日本のタレントは事務所にとってコントロールが可能な商品で、アメリカのタレントは自由な個人メディアといってもよいでしょう。

日本のタレントは売れない頃から特定の芸能事務所に所属し、その事務所が手塩に掛けるという感じでよくも悪くも事務所と協調するのですが、アメリカのタレントは個人主義なのです。

日本の芸能界はYouTubeから変わる

日本の芸能界の閉鎖的な体質には困ったものです。

しかし、インターネットのYouTube界隈ではそれに抗うかのような動きが起きています。

というのもYouTubeの売れっ子の多くはUUUMという会社に所属していますが、こちらは旧来の芸能事務所のように閉鎖的ではない体質なのです。

やり手のYouTuberにしてもYouTubeというメディアや事務所から何か強制されるように動くのではなく、自主的に動いています(=個人主義的)。

さらにYouTubeの動画はテレビよりも制作費は安いものの、よくも悪くも奇抜な企画をやりやすいものです。

人気のYouTuberの中には素人感が強い人がいるよね。あれはオーディションやレッスンを通じて生き抜いたテレビ出演中心の芸能人とはまた違った魅力がある。

最近のテレビ番組はYouTubeに近づいたという指摘もある。典型的なのはMCとゲストが喋るだけの番組。こういう番組はよほどの大物でなければ制作費は安め。一方、時代劇や高品質ドラマは少なくなっている。

AmazonやWOWOWは高品質ドラマの配信に熱心なのに。

こういったネット文化、とくに「既存の組織に頼らず自分の力でYouTuberとして成功した」という思いが日本の芸能界の閉鎖的な体質を変えていくと筆者は考えています。

芸能界は今起きている問題に本気で対処しないと、視聴者およびスポンサーはますますネットメディアに流れるでしょう。

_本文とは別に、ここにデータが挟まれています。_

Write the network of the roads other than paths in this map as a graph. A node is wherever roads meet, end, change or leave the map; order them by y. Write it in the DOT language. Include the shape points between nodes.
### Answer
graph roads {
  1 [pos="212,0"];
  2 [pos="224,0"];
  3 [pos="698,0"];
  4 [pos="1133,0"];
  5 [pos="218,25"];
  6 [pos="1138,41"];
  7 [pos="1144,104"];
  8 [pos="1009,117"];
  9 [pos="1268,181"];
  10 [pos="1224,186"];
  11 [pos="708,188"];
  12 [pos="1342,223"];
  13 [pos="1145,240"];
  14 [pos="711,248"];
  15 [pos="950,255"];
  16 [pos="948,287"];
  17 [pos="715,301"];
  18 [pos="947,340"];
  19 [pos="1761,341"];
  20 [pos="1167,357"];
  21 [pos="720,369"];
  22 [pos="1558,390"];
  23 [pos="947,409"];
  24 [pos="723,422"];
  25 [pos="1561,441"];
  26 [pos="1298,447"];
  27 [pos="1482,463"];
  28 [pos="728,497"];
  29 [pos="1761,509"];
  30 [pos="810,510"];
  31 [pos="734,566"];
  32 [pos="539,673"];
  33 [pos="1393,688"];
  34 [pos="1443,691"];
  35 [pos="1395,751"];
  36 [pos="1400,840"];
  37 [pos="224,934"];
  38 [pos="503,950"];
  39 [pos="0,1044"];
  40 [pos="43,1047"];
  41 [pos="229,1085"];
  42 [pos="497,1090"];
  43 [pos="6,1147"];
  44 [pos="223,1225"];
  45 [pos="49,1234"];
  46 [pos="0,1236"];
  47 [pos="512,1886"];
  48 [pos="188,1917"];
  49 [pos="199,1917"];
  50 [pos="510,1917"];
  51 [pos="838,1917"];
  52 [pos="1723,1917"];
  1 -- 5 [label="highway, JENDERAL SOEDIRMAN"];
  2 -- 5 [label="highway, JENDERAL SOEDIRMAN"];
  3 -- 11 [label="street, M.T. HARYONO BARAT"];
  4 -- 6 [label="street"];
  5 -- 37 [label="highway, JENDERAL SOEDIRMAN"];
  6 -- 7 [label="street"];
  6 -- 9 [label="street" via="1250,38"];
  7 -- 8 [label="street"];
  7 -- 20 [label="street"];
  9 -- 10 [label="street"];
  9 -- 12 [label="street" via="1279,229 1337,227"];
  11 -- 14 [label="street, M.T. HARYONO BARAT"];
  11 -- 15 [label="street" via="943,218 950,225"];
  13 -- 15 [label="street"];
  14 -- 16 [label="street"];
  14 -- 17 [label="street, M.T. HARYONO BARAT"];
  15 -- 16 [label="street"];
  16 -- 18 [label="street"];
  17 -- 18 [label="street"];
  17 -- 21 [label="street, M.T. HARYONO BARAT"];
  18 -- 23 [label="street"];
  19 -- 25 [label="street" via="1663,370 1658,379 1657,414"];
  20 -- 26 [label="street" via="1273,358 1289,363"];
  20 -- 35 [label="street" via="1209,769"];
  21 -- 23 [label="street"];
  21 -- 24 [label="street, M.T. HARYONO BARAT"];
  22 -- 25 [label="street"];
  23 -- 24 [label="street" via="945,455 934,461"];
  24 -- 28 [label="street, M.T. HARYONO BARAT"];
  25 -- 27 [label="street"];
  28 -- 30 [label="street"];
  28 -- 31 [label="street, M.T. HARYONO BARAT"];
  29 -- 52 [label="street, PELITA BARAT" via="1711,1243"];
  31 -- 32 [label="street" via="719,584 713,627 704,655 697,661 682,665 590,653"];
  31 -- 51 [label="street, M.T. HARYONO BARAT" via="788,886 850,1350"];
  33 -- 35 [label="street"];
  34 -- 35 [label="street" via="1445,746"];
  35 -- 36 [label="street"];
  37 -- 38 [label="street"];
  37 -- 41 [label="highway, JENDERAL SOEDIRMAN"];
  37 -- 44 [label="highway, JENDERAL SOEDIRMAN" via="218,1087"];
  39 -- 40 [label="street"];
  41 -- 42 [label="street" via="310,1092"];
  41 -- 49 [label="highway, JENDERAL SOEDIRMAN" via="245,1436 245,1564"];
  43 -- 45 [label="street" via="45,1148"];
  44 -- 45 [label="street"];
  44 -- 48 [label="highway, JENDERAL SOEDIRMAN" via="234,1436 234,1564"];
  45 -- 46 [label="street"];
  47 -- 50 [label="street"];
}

若者のテレビ離れと呼ばれる現象は芸能界にとってよい刺激になるはずです。

芸能界に大きな影響を及ぼしてきたジャニーズ事務所の人気アイドルグループSは解散したし、Aは活動休止しちゃうから、それも芸能界を変えるだろう。
財界でも新卒外国人や転職者が会社の体質を変えているケースがあるね。あなたも転職すれば、よい意味での変革に貢献できるはず。